DATASET EXTRACT
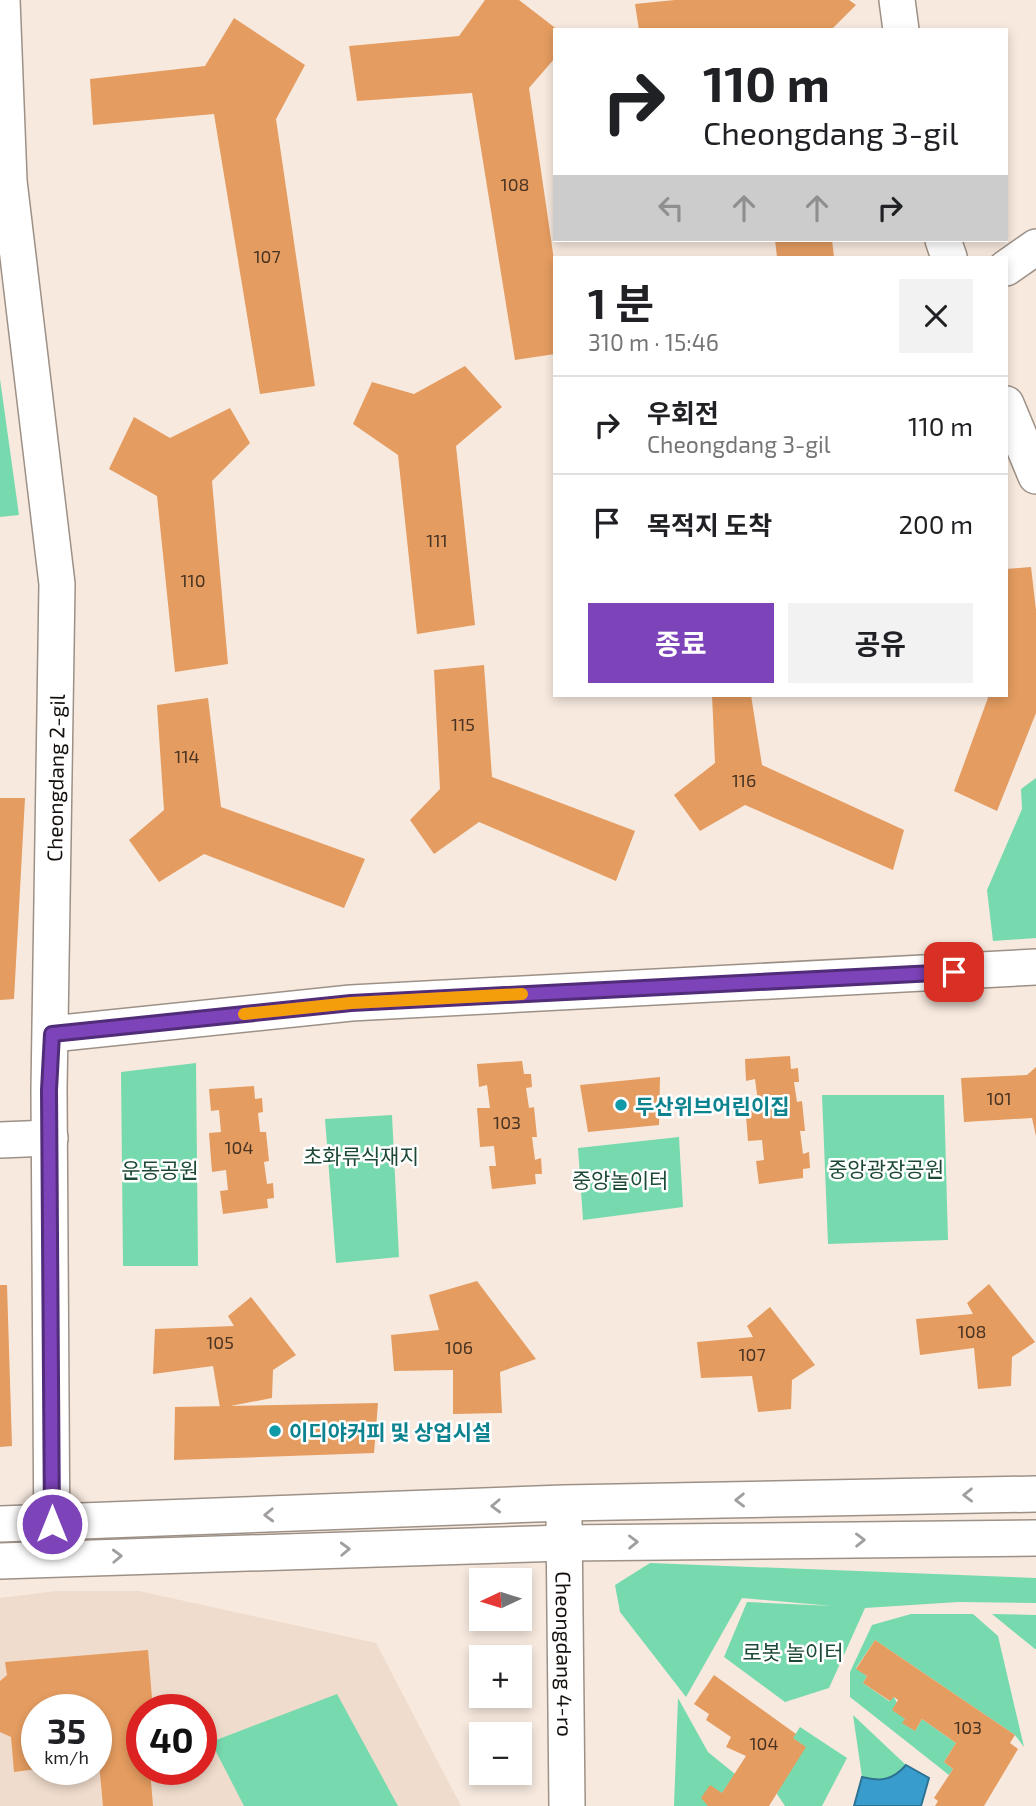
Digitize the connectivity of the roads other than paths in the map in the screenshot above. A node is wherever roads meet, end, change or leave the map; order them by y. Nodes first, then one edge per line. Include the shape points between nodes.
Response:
1 (2, 0) edge
2 (897, 0) edge
3 (901, 28) edge
4 (1008, 409) edge
5 (1036, 476) edge
6 (1036, 967) edge
7 (52, 1034) junction
8 (50, 1138) junction
9 (0, 1140) edge
10 (1036, 1494) edge
11 (564, 1503) junction
12 (0, 1524) edge
13 (52, 1524) junction
14 (1036, 1538) edge
15 (565, 1543) junction
16 (52, 1558) junction
17 (0, 1561) edge
18 (567, 1806) edge

1 - 7 street, Cheongdang 2-gil via 9,181 57,584
2 - 3 street
4 - 5 street
6 - 7 street via 351,1003
7 - 8 street, Cheongdang 2-gil
8 - 9 street
8 - 13 street, Cheongdang 2-gil
10 -> 11 street
11 -> 13 street
11 - 15 street, Cheongdang 4-ro
12 - 13 street
13 - 16 street, Cheongdang 2-gil
15 -> 14 street
16 -> 15 street
15 - 18 street, Cheongdang 4-ro
16 - 17 street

THE TASK
When you copy the records above, keep every word exact but leave out the pictures.

SOLUTION TO THIS TASK
Digitize the connectivity of the roads other than paths in the map in the screenshot above. A node is wherever roads meet, end, change or leave the map; order them by y. Nodes first, then one edge per line. Include the shape points between nodes.
Response:
1 (2, 0) edge
2 (897, 0) edge
3 (901, 28) edge
4 (1008, 409) edge
5 (1036, 476) edge
6 (1036, 967) edge
7 (52, 1034) junction
8 (50, 1138) junction
9 (0, 1140) edge
10 (1036, 1494) edge
11 (564, 1503) junction
12 (0, 1524) edge
13 (52, 1524) junction
14 (1036, 1538) edge
15 (565, 1543) junction
16 (52, 1558) junction
17 (0, 1561) edge
18 (567, 1806) edge

1 - 7 street, Cheongdang 2-gil via 9,181 57,584
2 - 3 street
4 - 5 street
6 - 7 street via 351,1003
7 - 8 street, Cheongdang 2-gil
8 - 9 street
8 - 13 street, Cheongdang 2-gil
10 -> 11 street
11 -> 13 street
11 - 15 street, Cheongdang 4-ro
12 - 13 street
13 - 16 street, Cheongdang 2-gil
15 -> 14 street
16 -> 15 street
15 - 18 street, Cheongdang 4-ro
16 - 17 street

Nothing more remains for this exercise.